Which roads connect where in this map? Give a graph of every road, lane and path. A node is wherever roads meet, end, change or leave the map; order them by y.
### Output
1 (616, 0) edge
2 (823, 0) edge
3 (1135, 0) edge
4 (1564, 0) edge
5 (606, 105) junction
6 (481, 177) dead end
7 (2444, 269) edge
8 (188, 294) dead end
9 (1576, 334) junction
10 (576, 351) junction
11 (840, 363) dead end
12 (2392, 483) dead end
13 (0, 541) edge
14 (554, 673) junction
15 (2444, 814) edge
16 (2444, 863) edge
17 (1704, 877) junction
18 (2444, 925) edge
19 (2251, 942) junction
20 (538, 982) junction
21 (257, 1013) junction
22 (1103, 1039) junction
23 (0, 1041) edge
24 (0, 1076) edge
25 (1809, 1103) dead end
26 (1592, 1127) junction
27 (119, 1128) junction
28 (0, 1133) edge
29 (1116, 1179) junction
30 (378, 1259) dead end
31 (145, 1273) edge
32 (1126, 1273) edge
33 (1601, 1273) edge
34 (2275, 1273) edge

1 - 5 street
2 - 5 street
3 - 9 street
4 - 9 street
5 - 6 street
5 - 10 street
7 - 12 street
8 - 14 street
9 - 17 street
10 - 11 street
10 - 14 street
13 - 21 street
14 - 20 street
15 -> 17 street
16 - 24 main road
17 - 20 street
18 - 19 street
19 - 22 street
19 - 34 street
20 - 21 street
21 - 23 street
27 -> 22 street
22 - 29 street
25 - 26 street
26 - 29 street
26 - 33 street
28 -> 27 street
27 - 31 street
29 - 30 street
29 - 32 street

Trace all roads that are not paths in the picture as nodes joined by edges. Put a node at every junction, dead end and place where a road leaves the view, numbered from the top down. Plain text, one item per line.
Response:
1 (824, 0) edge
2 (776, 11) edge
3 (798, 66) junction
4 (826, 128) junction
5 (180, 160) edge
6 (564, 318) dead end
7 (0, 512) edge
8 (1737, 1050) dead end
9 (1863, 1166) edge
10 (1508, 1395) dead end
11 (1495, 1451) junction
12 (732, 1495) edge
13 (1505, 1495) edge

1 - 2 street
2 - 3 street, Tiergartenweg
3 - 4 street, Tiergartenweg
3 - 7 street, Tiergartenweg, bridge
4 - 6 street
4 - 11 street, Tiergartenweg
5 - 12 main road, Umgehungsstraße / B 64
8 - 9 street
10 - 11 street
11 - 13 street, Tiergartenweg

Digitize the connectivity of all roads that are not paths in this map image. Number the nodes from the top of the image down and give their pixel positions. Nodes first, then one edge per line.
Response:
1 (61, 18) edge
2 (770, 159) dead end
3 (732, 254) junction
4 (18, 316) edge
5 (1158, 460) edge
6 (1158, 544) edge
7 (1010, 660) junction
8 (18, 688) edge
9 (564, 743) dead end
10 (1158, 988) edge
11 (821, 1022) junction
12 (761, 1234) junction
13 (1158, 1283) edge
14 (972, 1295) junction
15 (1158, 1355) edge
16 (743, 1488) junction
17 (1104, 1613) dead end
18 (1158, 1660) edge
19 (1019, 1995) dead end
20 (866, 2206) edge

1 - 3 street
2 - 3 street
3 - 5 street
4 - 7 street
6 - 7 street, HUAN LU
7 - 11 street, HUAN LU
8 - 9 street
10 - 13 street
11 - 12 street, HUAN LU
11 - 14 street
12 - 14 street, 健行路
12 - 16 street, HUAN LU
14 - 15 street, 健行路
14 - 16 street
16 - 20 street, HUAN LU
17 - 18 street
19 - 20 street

━━━━━━━━━━

The answer must be the same records, repeated exactly and in full.

Which roads connect where in this map? Give a graph of every road, lane and path. A node is wherever roads meet, end, change or leave the map; order them by y.
### Output
1 (616, 0) edge
2 (823, 0) edge
3 (1135, 0) edge
4 (1564, 0) edge
5 (606, 105) junction
6 (481, 177) dead end
7 (2444, 269) edge
8 (188, 294) dead end
9 (1576, 334) junction
10 (576, 351) junction
11 (840, 363) dead end
12 (2392, 483) dead end
13 (0, 541) edge
14 (554, 673) junction
15 (2444, 814) edge
16 (2444, 863) edge
17 (1704, 877) junction
18 (2444, 925) edge
19 (2251, 942) junction
20 (538, 982) junction
21 (257, 1013) junction
22 (1103, 1039) junction
23 (0, 1041) edge
24 (0, 1076) edge
25 (1809, 1103) dead end
26 (1592, 1127) junction
27 (119, 1128) junction
28 (0, 1133) edge
29 (1116, 1179) junction
30 (378, 1259) dead end
31 (145, 1273) edge
32 (1126, 1273) edge
33 (1601, 1273) edge
34 (2275, 1273) edge

1 - 5 street
2 - 5 street
3 - 9 street
4 - 9 street
5 - 6 street
5 - 10 street
7 - 12 street
8 - 14 street
9 - 17 street
10 - 11 street
10 - 14 street
13 - 21 street
14 - 20 street
15 -> 17 street
16 - 24 main road
17 - 20 street
18 - 19 street
19 - 22 street
19 - 34 street
20 - 21 street
21 - 23 street
27 -> 22 street
22 - 29 street
25 - 26 street
26 - 29 street
26 - 33 street
28 -> 27 street
27 - 31 street
29 - 30 street
29 - 32 street

Trace all roads that are not paths in the picture as nodes joined by edges. Put a node at every junction, dead end and place where a road leaves the view, numbered from the top down. Plain text, one item per line.
Response:
1 (824, 0) edge
2 (776, 11) edge
3 (798, 66) junction
4 (826, 128) junction
5 (180, 160) edge
6 (564, 318) dead end
7 (0, 512) edge
8 (1737, 1050) dead end
9 (1863, 1166) edge
10 (1508, 1395) dead end
11 (1495, 1451) junction
12 (732, 1495) edge
13 (1505, 1495) edge

1 - 2 street
2 - 3 street, Tiergartenweg
3 - 4 street, Tiergartenweg
3 - 7 street, Tiergartenweg, bridge
4 - 6 street
4 - 11 street, Tiergartenweg
5 - 12 main road, Umgehungsstraße / B 64
8 - 9 street
10 - 11 street
11 - 13 street, Tiergartenweg

Digitize the connectivity of all roads that are not paths in this map image. Number the nodes from the top of the image down and give their pixel positions. Nodes first, then one edge per line.
Response:
1 (61, 18) edge
2 (770, 159) dead end
3 (732, 254) junction
4 (18, 316) edge
5 (1158, 460) edge
6 (1158, 544) edge
7 (1010, 660) junction
8 (18, 688) edge
9 (564, 743) dead end
10 (1158, 988) edge
11 (821, 1022) junction
12 (761, 1234) junction
13 (1158, 1283) edge
14 (972, 1295) junction
15 (1158, 1355) edge
16 (743, 1488) junction
17 (1104, 1613) dead end
18 (1158, 1660) edge
19 (1019, 1995) dead end
20 (866, 2206) edge

1 - 3 street
2 - 3 street
3 - 5 street
4 - 7 street
6 - 7 street, HUAN LU
7 - 11 street, HUAN LU
8 - 9 street
10 - 13 street
11 - 12 street, HUAN LU
11 - 14 street
12 - 14 street, 健行路
12 - 16 street, HUAN LU
14 - 15 street, 健行路
14 - 16 street
16 - 20 street, HUAN LU
17 - 18 street
19 - 20 street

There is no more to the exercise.